Fig. 1. Design and fluorescence characterization of Coupa.

a Chemical structure of Coupa and the role of each functional moieties. The structure possesses two ICT emission peaks—coumarin, which peaks at approximately 500 nm, and a hemicyanine system, which peaks at approximately 650 nm—that can target mitochondria via its positive charge and respond to viscosity via altering its ${\mathrm{C}}_{{\mathrm{sp}}^2}$–${\mathrm{C}}_{{\mathrm{sp}}^2}$ rotation. b Proposed mitochondria- and lysosome-staining mechanisms of Coupa. Coupa stains mitochondria by direct absorption, whereas lysosomal staining could result from active transport and endocytosis.
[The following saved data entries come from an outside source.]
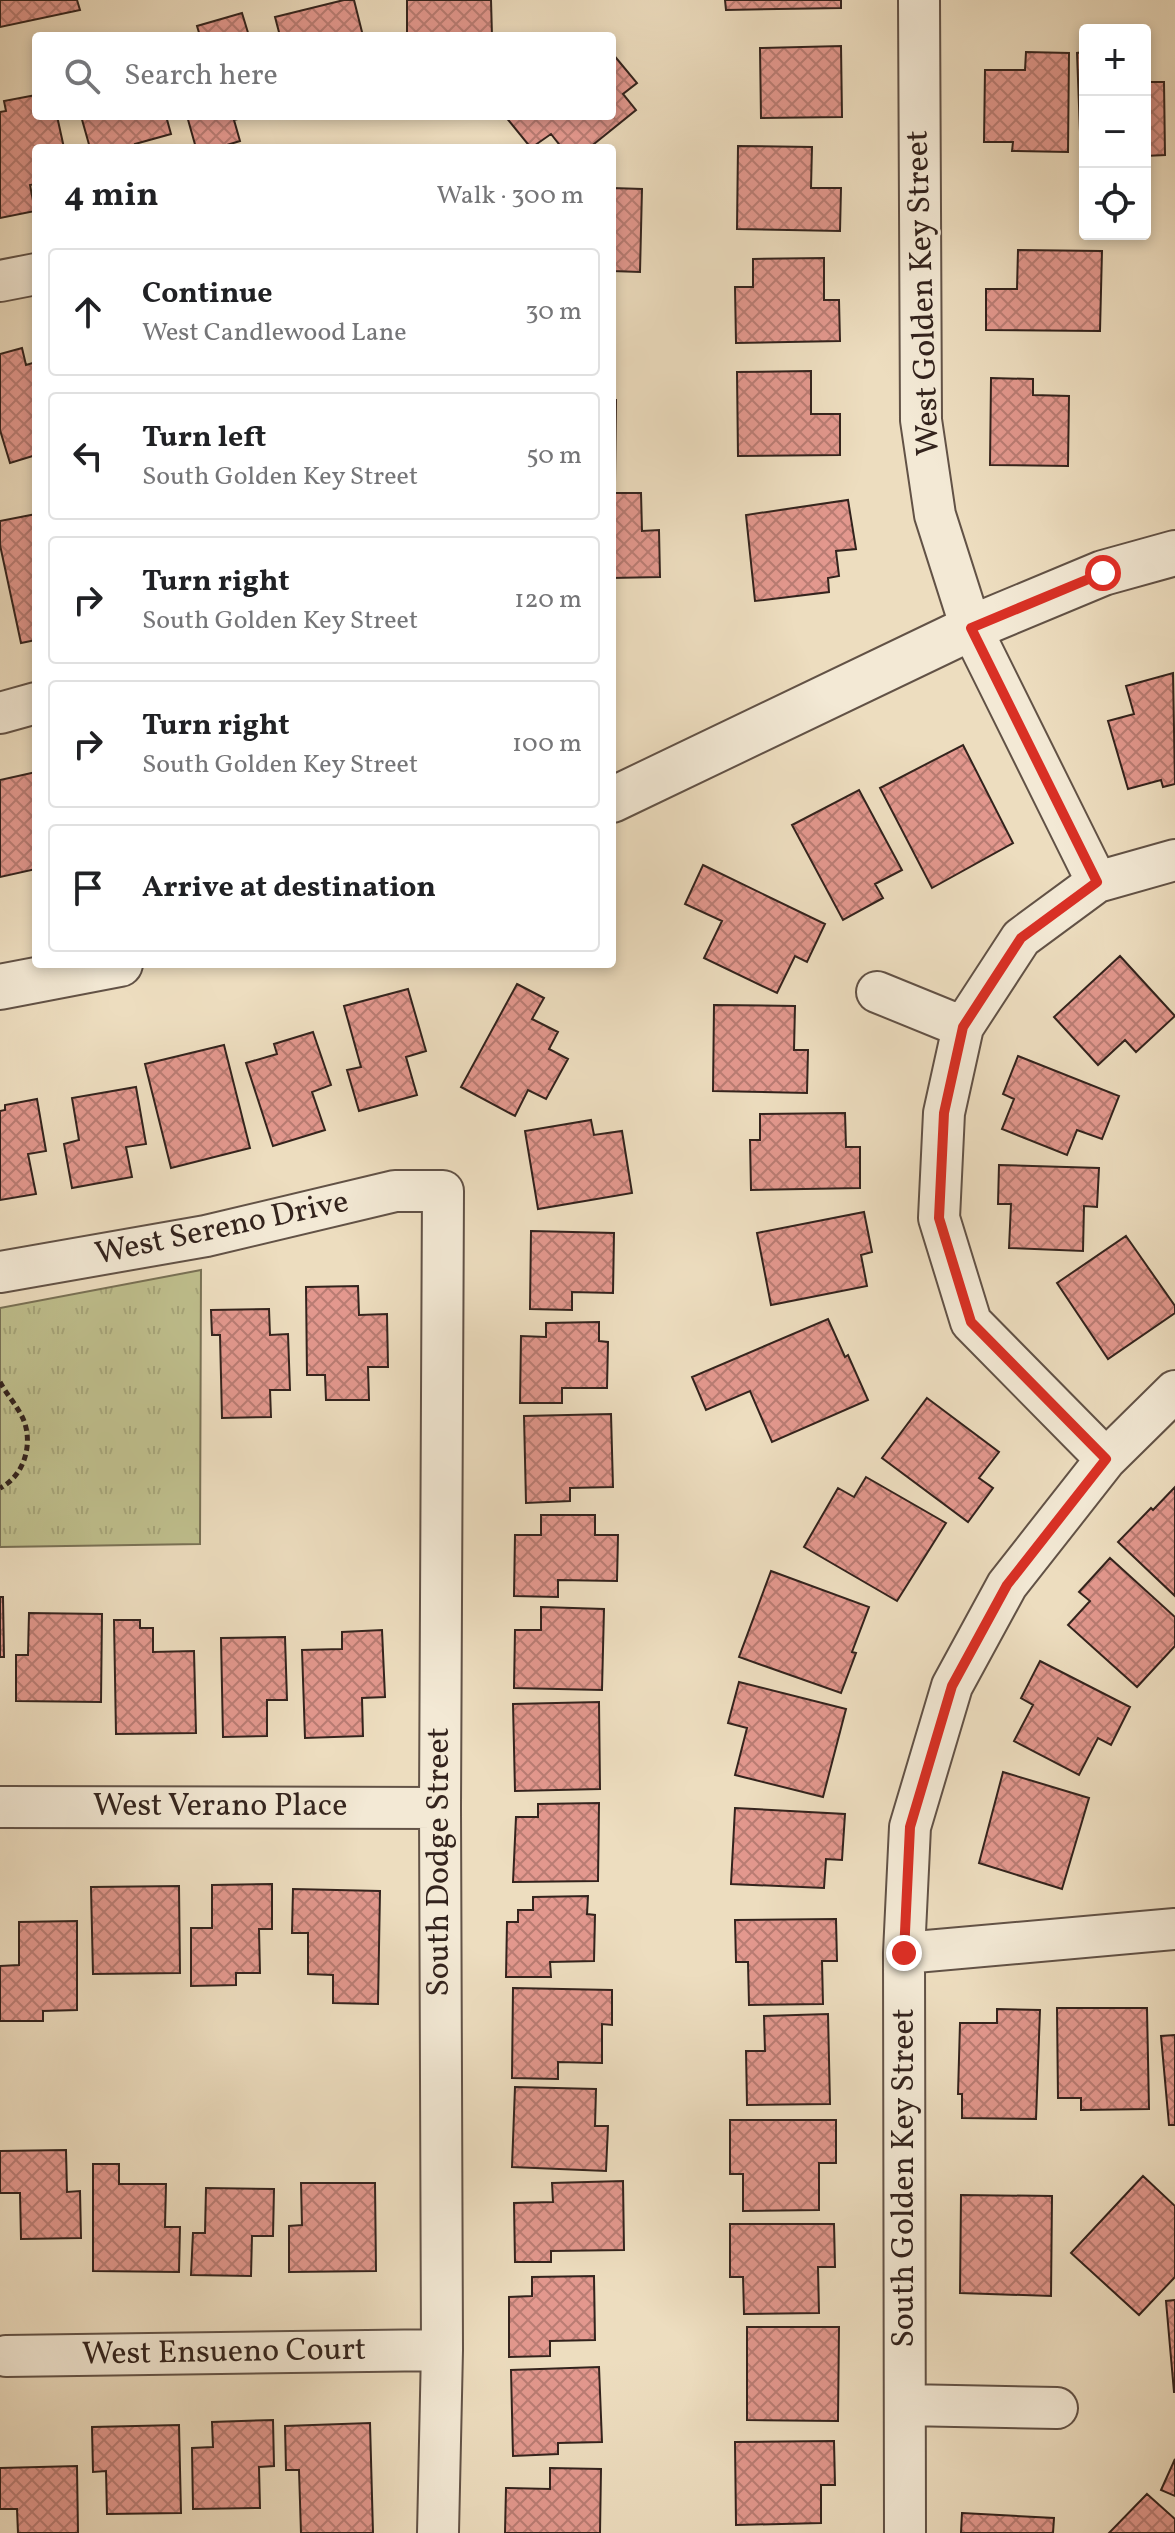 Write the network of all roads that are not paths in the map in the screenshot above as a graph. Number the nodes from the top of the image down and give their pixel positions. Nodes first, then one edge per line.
1 (919, 0) edge
2 (32, 275) edge
3 (0, 281) edge
4 (1175, 553) edge
5 (971, 628) junction
6 (32, 704) edge
7 (0, 713) edge
8 (616, 798) edge
9 (1175, 860) edge
10 (1097, 882) junction
11 (99, 968) edge
12 (0, 987) edge
13 (877, 992) dead end
14 (963, 1027) junction
15 (443, 1191) joint
16 (0, 1272) edge
17 (1175, 1391) edge
18 (1106, 1459) junction
19 (0, 1807) edge
20 (440, 1808) junction
21 (1175, 1929) edge
22 (904, 1953) junction
23 (442, 2350) junction
24 (6, 2356) dead end
25 (905, 2405) junction
26 (1057, 2408) dead end
27 (438, 2533) edge
28 (905, 2533) edge

1 - 5 street, West Golden Key Street
2 - 3 street
4 - 5 street
5 - 8 street
5 - 10 street
6 - 7 street
9 - 10 street
10 - 14 street
11 - 12 street
13 - 14 street
14 - 18 street
15 - 16 street, West Sereno Drive
15 - 20 street, South Dodge Street
17 - 18 street, South Golden Key Street
18 - 22 street, South Golden Key Street
19 - 20 street, West Verano Place
20 - 23 street, South Dodge Street
21 - 22 street
22 - 25 street, South Golden Key Street
23 - 24 street, West Ensueno Court
23 - 27 street, South Dodge Street
25 - 26 street
25 - 28 street, South Golden Key Street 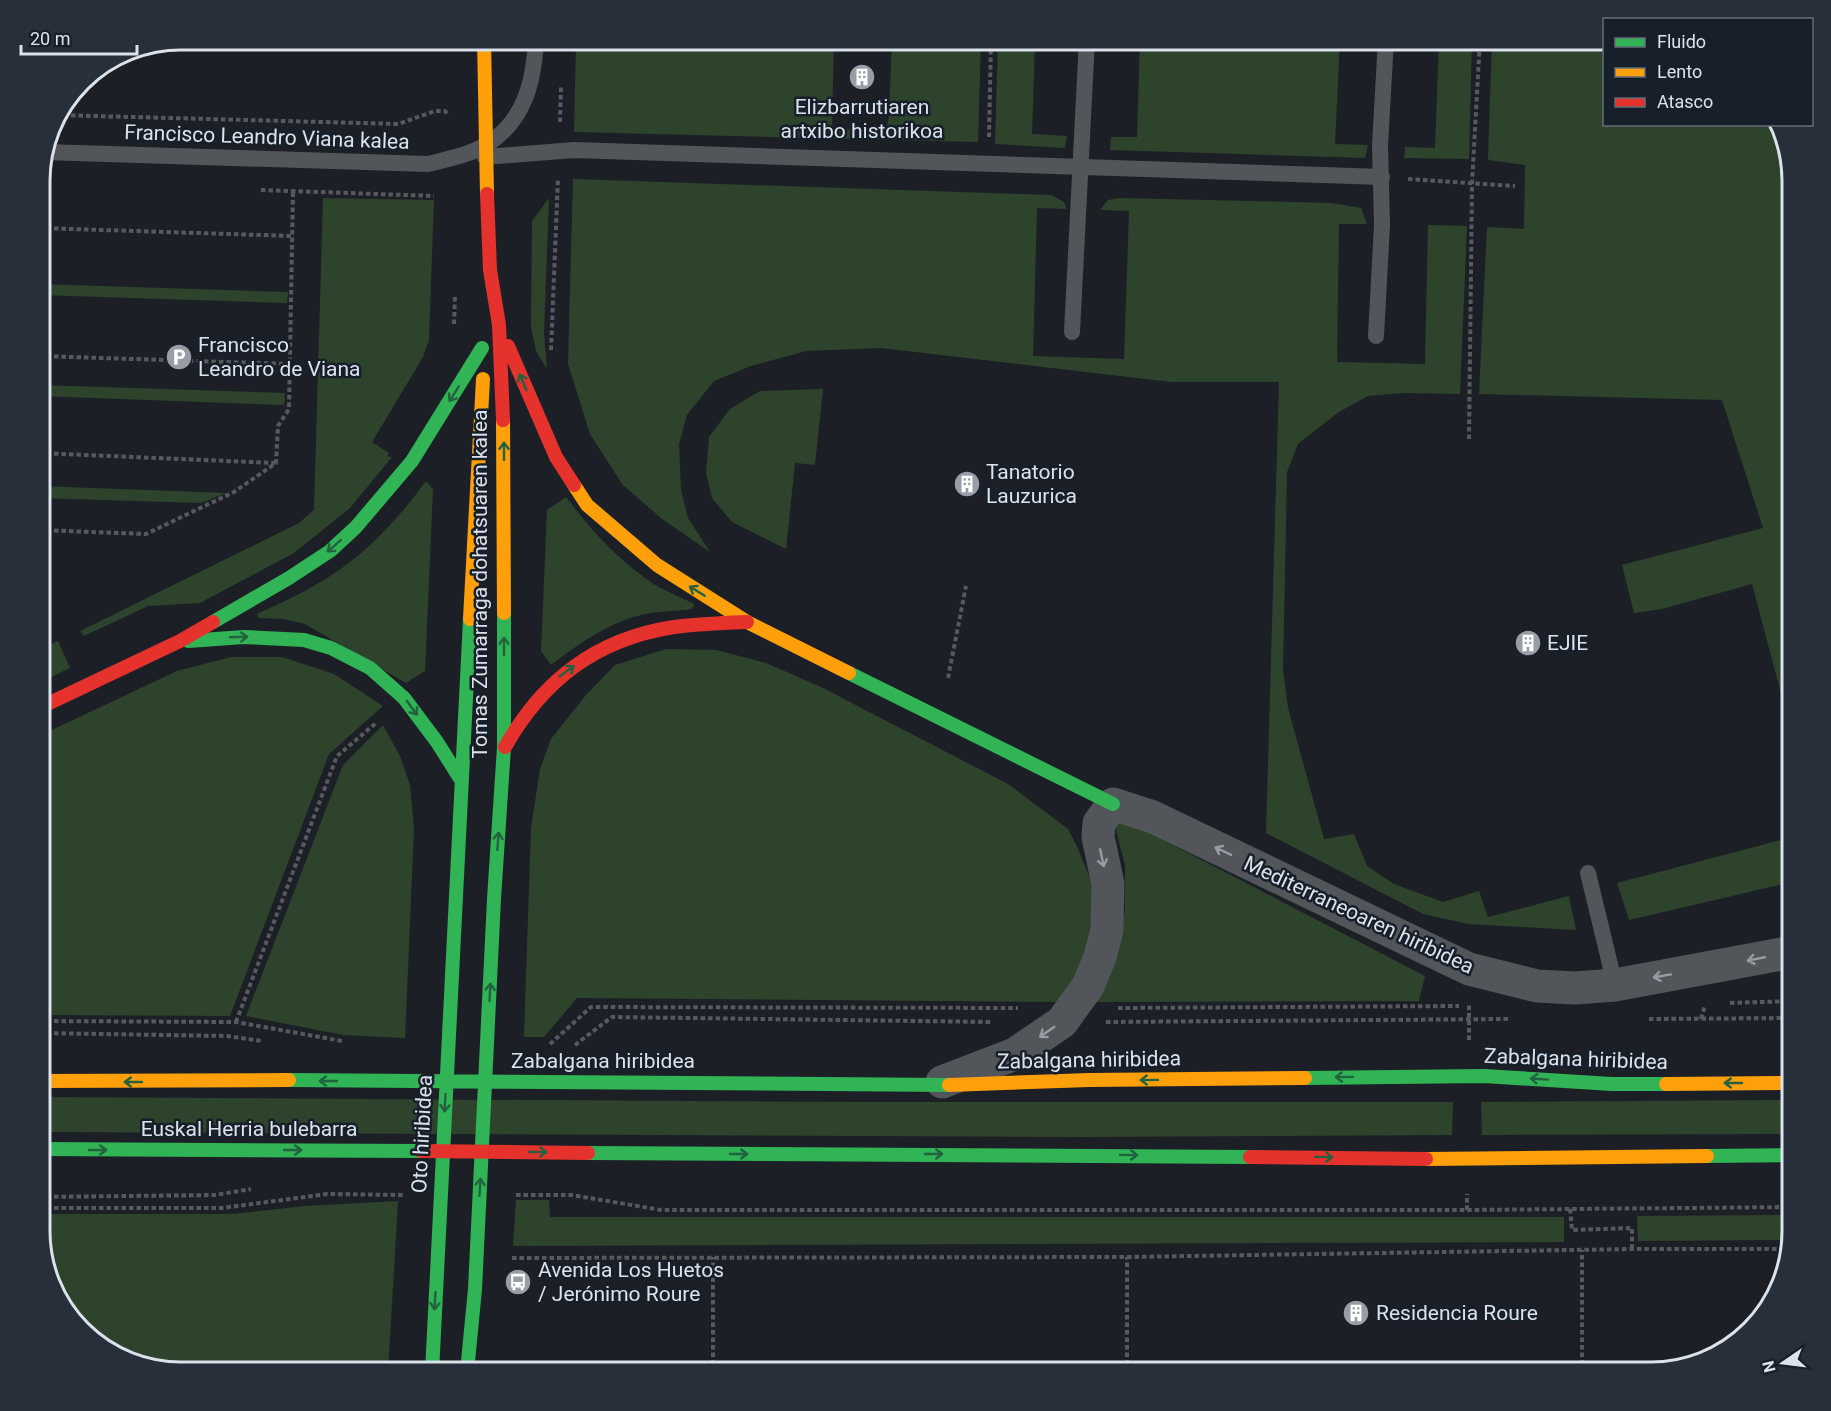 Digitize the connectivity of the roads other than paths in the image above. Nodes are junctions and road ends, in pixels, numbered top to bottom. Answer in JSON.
{"nodes":[{"id":1,"x":484,"y":50,"type":"edge"},
{"id":2,"x":535,"y":50,"type":"edge"},
{"id":3,"x":1087,"y":50,"type":"edge"},
{"id":4,"x":1385,"y":50,"type":"edge"},
{"id":5,"x":486,"y":151,"type":"junction"},
{"id":6,"x":53,"y":152,"type":"edge"},
{"id":7,"x":1082,"y":166,"type":"junction"},
{"id":8,"x":1382,"y":177,"type":"junction"},
{"id":9,"x":490,"y":270,"type":"junction"},
{"id":10,"x":499,"y":325,"type":"junction"},
{"id":11,"x":1072,"y":332,"type":"dead end"},
{"id":12,"x":1376,"y":336,"type":"dead end"},
{"id":13,"x":485,"y":344,"type":"junction"},
{"id":14,"x":747,"y":622,"type":"junction"},
{"id":15,"x":180,"y":641,"type":"junction"},
{"id":16,"x":50,"y":703,"type":"edge"},
{"id":17,"x":504,"y":747,"type":"junction"},
{"id":18,"x":461,"y":780,"type":"junction"},
{"id":19,"x":1113,"y":804,"type":"junction"},
{"id":20,"x":1587,"y":873,"type":"dead end"},
{"id":21,"x":455,"y":897,"type":"joint"},
{"id":22,"x":1782,"y":954,"type":"edge"},
{"id":23,"x":1615,"y":985,"type":"junction"},
{"id":24,"x":50,"y":1068,"type":"dead end"},
{"id":25,"x":50,"y":1081,"type":"edge"},
{"id":26,"x":106,"y":1082,"type":"junction"},
{"id":27,"x":1782,"y":1083,"type":"edge"},
{"id":28,"x":935,"y":1085,"type":"junction"},
{"id":29,"x":50,"y":1149,"type":"edge"},
{"id":30,"x":1782,"y":1155,"type":"edge"},
{"id":31,"x":432,"y":1362,"type":"edge"},
{"id":32,"x":467,"y":1362,"type":"edge"}],
"edges":[{"from":1,"to":5,"type":"main road","name":"Tomas Zumarraga dohatsuaren kalea"},
{"from":2,"to":5,"type":"lane"},
{"from":3,"to":7,"type":"lane"},
{"from":4,"to":8,"type":"lane"},
{"from":5,"to":6,"type":"lane","name":"Francisco Leandro Viana kalea"},
{"from":5,"to":7,"type":"lane"},
{"from":5,"to":9,"type":"main road","name":"Tomas Zumarraga dohatsuaren kalea"},
{"from":7,"to":8,"type":"lane"},
{"from":7,"to":11,"type":"lane"},
{"from":8,"to":12,"type":"lane"},
{"from":9,"to":10,"type":"main road","name":"Tomas Zumarraga dohatsuaren kalea"},
{"from":9,"to":13,"type":"main road","name":"Tomas Zumarraga dohatsuaren kalea"},
{"from":14,"to":10,"type":"main road","one_way":true},
{"from":17,"to":10,"type":"main road","name":"Tomas Zumarraga dohatsuaren kalea","one_way":true},
{"from":13,"to":15,"type":"main road","one_way":true},
{"from":13,"to":18,"type":"main road","name":"Tomas Zumarraga dohatsuaren kalea"},
{"from":17,"to":14,"type":"main road","one_way":true},
{"from":14,"to":19,"type":"main road"},
{"from":15,"to":16,"type":"main road"},
{"from":15,"to":18,"type":"main road","one_way":true},
{"from":32,"to":17,"type":"main road","name":"Tomas Zumarraga dohatsuaren kalea","one_way":true},
{"from":18,"to":21,"type":"main road","name":"Tomas Zumarraga dohatsuaren kalea"},
{"from":23,"to":19,"type":"street","name":"Mediterraneoaren hiribidea","one_way":true},
{"from":19,"to":28,"type":"street","one_way":true},
{"from":20,"to":23,"type":"lane"},
{"from":21,"to":31,"type":"main road","name":"Oto hiribidea","one_way":true},
{"from":22,"to":23,"type":"street","name":"Mediterraneoaren hiribidea","one_way":true},
{"from":24,"to":26,"type":"main road"},
{"from":25,"to":26,"type":"main road"},
{"from":28,"to":26,"type":"main road","name":"Zabalgana hiribidea","one_way":true},
{"from":27,"to":28,"type":"main road","name":"Zabalgana hiribidea","one_way":true},
{"from":29,"to":30,"type":"main road","name":"Euskal Herria bulebarra","one_way":true}]}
Fluorescence spectra of Coupa were determined upon excitation at 405 nm (c and d) and 560 nm (f and g). c, f Fluorescence spectra determined with Na₂S and Na₂SO₃ treatments, and Na₂S and Na₂SO₃ completely quenched the red fluorescence (660 nm emission), leading to different Coupa emission with and without RSS. d, g Fluorescence spectra determined in media (glycerol/ methanol mixed solvent) with different viscosity; and e, h fluorescence decay profiles of Coupa in glycerol/methanol mixtures determined with picosecond pulsed excitation at 340 nm (e, Em at 535 nm) and 535 nm (h, Em at 670 nm).